首をはねる時、相手はあまりにも幼く、自らの運命すら理解していない子供。
死期を迎えてもなお、殺されることも死の意味も理解せずに乳母に乳をねだる姿は、あまりにも見るに耐えず、処刑をする兵たちも子供らの眼を見る事すらかなわず、陽が沈み辺りが闇に包まれ、子供の顔が見えなくなるのを待ってから処刑されたのだという。
かつて、昭和の終わりまでこの地は首塚と呼ばれ、簡素ではありながら首塚堂という堂宇がたてられ、地域の里人によってひっそりと供養されてきた。
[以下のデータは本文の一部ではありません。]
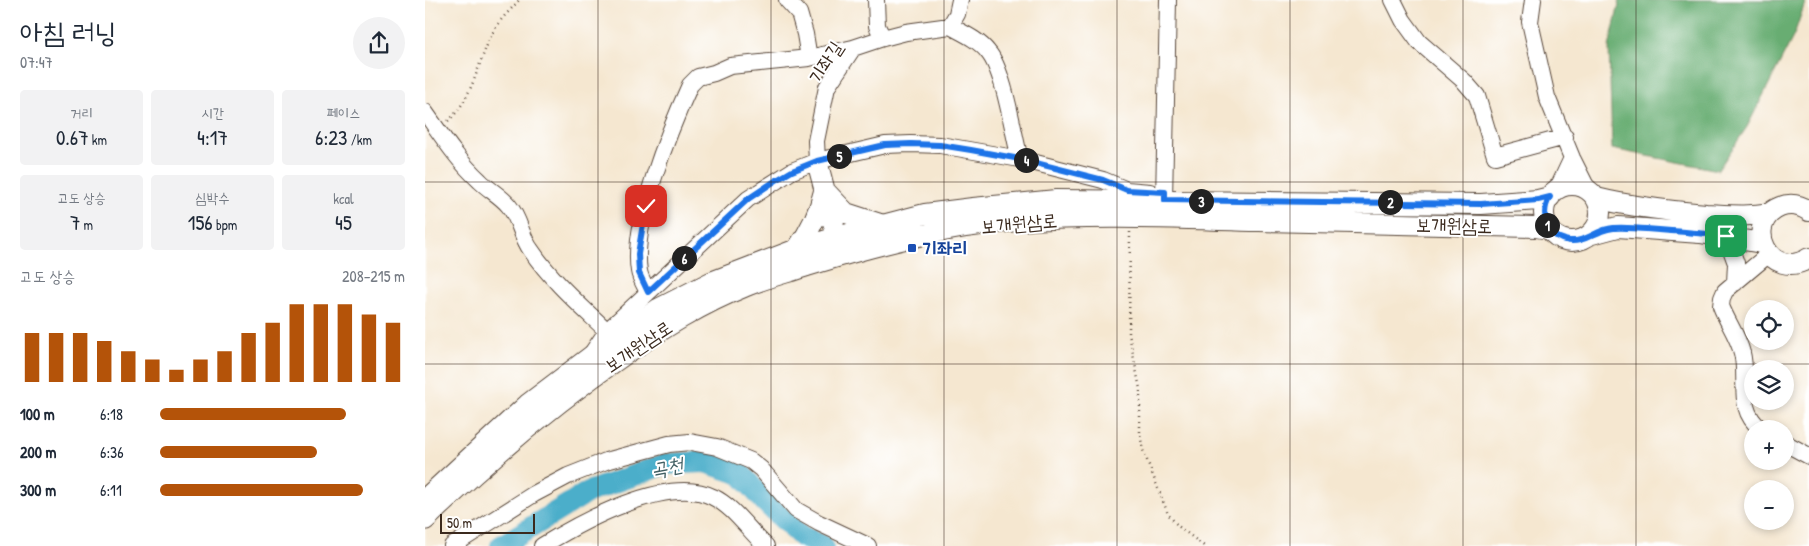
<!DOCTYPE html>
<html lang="ko">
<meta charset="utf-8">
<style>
:root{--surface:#fff;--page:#f2f2f3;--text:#1f2937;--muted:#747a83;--accent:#b45309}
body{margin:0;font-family:"Patrick Hand","Poor Story",sans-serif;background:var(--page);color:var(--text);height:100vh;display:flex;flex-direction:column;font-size:19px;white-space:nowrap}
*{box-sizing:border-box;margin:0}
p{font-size:16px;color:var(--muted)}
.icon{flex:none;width:28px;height:28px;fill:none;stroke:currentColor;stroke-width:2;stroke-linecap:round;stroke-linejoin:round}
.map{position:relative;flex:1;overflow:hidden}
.drawer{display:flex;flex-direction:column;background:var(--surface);width:425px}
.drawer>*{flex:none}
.buttons{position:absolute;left:1319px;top:300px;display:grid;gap:10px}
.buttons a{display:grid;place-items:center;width:50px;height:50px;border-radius:50%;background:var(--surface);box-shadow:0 2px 8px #0003;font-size:25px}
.scale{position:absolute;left:15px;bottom:12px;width:95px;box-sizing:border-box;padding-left:5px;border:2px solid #3b2a1e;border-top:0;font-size:14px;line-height:18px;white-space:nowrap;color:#3b2a1e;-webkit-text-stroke:4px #fff;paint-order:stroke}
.pin{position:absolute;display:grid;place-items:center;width:42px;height:42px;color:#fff;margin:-21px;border-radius:10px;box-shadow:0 2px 8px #0006}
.km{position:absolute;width:25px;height:25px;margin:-12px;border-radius:50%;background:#222;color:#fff;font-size:14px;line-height:25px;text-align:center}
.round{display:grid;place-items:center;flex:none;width:52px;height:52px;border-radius:26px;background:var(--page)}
.headline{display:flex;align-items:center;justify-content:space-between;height:85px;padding:0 20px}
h1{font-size:28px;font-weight:600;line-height:38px}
.metrics{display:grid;grid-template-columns:repeat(3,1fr);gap:8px;height:85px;padding:5px 20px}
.metrics div{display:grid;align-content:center;border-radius:5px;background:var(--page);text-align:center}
.metrics b{font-size:21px;font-weight:600}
.metrics small{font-size:14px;font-weight:400}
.metrics p{font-size:14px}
.chart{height:140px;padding:10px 20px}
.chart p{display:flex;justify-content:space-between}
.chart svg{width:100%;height:90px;margin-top:5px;stroke:var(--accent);stroke-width:6}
ul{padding:0 20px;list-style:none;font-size:16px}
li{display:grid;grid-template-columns:80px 60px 1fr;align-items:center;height:38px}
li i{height:12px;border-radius:6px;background:var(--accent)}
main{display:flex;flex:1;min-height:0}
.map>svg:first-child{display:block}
.forest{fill:#68ad72;stroke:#526c48}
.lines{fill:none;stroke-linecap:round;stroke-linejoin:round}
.river{stroke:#4baeca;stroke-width:22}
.minor-casing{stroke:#574639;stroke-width:18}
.major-casing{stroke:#574639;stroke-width:22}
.path{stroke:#574639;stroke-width:2.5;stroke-dasharray:1 4;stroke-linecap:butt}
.minor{stroke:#fff;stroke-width:16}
.major{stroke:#fff;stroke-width:20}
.route-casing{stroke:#fff;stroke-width:10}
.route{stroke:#1a73e8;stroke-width:6}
.grid{fill:none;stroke:#3b2a1e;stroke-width:1;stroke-opacity:0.55}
.transit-dot{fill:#1a4fb4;stroke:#fff;stroke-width:2}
.labels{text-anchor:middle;stroke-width:4;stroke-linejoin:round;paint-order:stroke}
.street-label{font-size:19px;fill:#3b2a1e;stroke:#fff}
.transit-label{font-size:19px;font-weight:bold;fill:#164399;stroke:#fff;text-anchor:start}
.water-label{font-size:20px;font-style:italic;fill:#415f63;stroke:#fff}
</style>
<main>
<section class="drawer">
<div class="headline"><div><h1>아침 러닝</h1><p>07:47</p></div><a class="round"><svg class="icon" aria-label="share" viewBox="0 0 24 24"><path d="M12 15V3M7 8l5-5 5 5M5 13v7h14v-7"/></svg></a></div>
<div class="metrics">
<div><p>거리</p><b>0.67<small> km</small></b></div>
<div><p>시간</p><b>4:17</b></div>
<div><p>페이스</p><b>6:23<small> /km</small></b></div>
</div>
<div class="metrics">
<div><p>고도 상승</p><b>7<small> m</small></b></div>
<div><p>심박수</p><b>156<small> bpm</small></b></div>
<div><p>kcal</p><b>45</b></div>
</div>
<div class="chart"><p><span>고도 상승</span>208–215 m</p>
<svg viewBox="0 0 160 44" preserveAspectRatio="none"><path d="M5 44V20M15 44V20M25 44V20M35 44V24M45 44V29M55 44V33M65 44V38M75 44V33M85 44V29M95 44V20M105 44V15M115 44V6M125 44V6M135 44V6M145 44V11M155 44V15"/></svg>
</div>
<ul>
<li><b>100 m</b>6:18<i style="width:76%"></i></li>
<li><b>200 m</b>6:36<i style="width:64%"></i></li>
<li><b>300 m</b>6:11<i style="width:83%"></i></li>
</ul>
</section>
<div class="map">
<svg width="1384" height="546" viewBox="0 0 1384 546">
<rect width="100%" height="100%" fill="#fff"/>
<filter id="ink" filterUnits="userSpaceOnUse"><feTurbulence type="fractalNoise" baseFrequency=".02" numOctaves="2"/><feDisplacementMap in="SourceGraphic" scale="10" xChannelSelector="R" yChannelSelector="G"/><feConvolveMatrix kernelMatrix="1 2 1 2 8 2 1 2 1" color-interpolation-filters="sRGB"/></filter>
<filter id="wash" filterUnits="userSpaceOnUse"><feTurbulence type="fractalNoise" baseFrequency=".0096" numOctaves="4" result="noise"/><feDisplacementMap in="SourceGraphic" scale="20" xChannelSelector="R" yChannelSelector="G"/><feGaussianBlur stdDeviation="1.12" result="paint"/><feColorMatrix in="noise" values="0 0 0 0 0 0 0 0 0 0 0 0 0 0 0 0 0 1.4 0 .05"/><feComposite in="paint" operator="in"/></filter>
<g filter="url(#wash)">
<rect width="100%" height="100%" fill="#f5e7d0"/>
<path class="forest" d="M1195,0H1381L1369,35L1322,127L1293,170L1187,149L1184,47Z"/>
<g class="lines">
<path class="river" d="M76,546L163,492L240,464L280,462L316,474L341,503L376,536L398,546"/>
</g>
</g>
<g filter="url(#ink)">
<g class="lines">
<defs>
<path id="minor" d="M362,0L374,13L380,34L384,58L428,48
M451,0L452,26L458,38
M968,0L978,20L994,42L1039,81L1052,96L1070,156L1140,137
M1108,0L1105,22L1122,97L1147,158L1163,190
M525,26C538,33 554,40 563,52C579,70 588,133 595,159
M0,112C17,136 33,161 55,181C64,190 76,196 84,206C95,219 96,237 106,250C126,280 156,306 182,331
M392,161L391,141L402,87L428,48L458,38L481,32L525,26L532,14L535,0
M1132,190L1147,158
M739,200L743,0
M1301,236L1311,263L1310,283
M223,292C220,286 215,278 214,271C206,224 245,129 265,85L273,77L289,73L305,66L384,58
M167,353L182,331L323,199L367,171L392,161L460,145L486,144L515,145L595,159L678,180L702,190L725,192
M1336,429C1310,409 1324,380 1317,353C1313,336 1302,322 1296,306L1297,298L1300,291L1344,254
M1360,443L1384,456
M27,546L109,494L143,476L181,461L244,444L265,442L292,447L326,461L336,469L371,510L394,523L443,546
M117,546C156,522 243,474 288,497C309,507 324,531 341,546"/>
<path id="major" d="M392,161L415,249
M1119 213a28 28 0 1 1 56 0a28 28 0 1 1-56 0Z
M401,192L421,213L458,225
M1171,198C1207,207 1244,211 1281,214C1303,215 1323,217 1345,213
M1384,211C1375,205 1365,203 1355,207C1316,223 1345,283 1384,258
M1167,234L1193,227L1275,233L1337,243
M372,249C385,231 394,214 399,191
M0,499L103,404L165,357L233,309L286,282L372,249L412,237L500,214L548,208L631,200L1056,204L1113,200L1125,197
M0,520C62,460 128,404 199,355C237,329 276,304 319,287C339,278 361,273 382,266C450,245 522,226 593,221C673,215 754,219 834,221C926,223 1018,225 1111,227L1124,229"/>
</defs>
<use href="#minor" class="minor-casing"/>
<use href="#major" class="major-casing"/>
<path class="path" d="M23,121C50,97 53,57 71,27C77,17 87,9 94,0
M705,232L704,334L715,389V434L718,450L743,514L753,526L779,546"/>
<use href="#minor" class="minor"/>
<use href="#major" class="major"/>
</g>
</g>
<g class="lines" filter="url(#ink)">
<defs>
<path id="route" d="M221,206L213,254L214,273L223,292L323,199L350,181L367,171L392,161L460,145L486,144L515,145L546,150L595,159L678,180L702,190L740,192V200L1056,204L1113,200L1125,197C1115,213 1121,235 1140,240C1156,245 1169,232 1183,229C1195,226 1209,229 1221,229C1248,231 1275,233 1301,236"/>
</defs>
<use href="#route" class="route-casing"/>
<use href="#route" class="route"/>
</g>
<path class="grid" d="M173,0V546M346,0V546M519,0V546M692,0V546M865,0V546M1038,0V546M1211,0V546M0,182H1384M0,364H1384"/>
<rect class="transit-dot" x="482" y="243" width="10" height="10" rx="2.5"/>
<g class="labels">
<g class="street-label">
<text transform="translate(400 62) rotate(-57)" y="7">기좌길</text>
<text transform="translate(594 223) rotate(-5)" y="7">보개원삼로</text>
<text transform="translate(1029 225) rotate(1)" y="7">보개원삼로</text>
<text transform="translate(213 346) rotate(-34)" y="7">보개원삼로</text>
</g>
<g class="transit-label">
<text x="497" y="255">기좌리</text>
</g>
<g class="water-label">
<text transform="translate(242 467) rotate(-11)" y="7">곡천</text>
</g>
</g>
</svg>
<div class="buttons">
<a><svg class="icon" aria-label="locate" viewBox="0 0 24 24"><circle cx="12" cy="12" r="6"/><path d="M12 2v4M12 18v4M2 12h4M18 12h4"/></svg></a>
<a><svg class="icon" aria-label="layers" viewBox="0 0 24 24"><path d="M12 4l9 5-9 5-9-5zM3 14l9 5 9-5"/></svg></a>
<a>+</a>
<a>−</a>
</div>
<div class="scale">50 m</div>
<div class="pin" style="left:1301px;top:236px;background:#1e9e55"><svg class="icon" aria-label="arrive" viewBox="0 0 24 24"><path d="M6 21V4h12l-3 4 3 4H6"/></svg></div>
<div class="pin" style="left:221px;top:206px;background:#d93025"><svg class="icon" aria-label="check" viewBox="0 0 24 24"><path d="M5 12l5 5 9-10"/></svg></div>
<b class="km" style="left:1122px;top:225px">1</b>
<b class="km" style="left:965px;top:202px">2</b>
<b class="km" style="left:776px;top:201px">3</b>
<b class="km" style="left:601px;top:160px">4</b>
<b class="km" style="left:414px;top:156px">5</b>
<b class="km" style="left:259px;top:258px">6</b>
</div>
</main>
そして、この遺孤碑の周囲にはいつしか手水鉢や祠が集まり、ただ静寂だけが連なる川面の流れのように、ひたすら静かな時間だけが流れて行ったそうである。
しかし、時は大正から昭和、平成へと移り変わり、この哀話を語る人も徐々に絶えて、いつしか首塚堂は破却され、せっかく作られた由来板も読む人すくなく、新しく造成された駐車場の片隅で、生い茂った雑草の陰に投げ捨てられた空き缶を携えながらひっそりとたたずんでいる。
比較的最近に作られた由来案内板には、記念碑のような石碑とともに在りし日の遺孤碑が写されているが、いまとなってはその石碑も見当たらず、脇に備えていた石祠も見当たらず、ただ駅前の喧騒の中に雑草にまみれひっそりと建つばかりである。
祗園精舎の鐘の声、諸行無常の響きあり。
娑羅双樹の花の色、盛者必衰の理をあらはす。
おごれる人も久しからず、ただ春の夜の夢のごとし。
たけき者も遂にはほろびぬ、偏に風の前の塵に同じ。
これは誰もが知る平家物語の冒頭であるが、武家の盛衰は世のならいとはいえ、まだ幼き子が次々へと処刑されていくそのさまは思い起こすだけでも非情であり、戦国の世に生きる事の悲しさと辛さが今なお思い起こされ、大河ドラマのような美しく恰好のよい話だけではない、実に悲しくも哀れな悲しみをふつふつと感じるのである。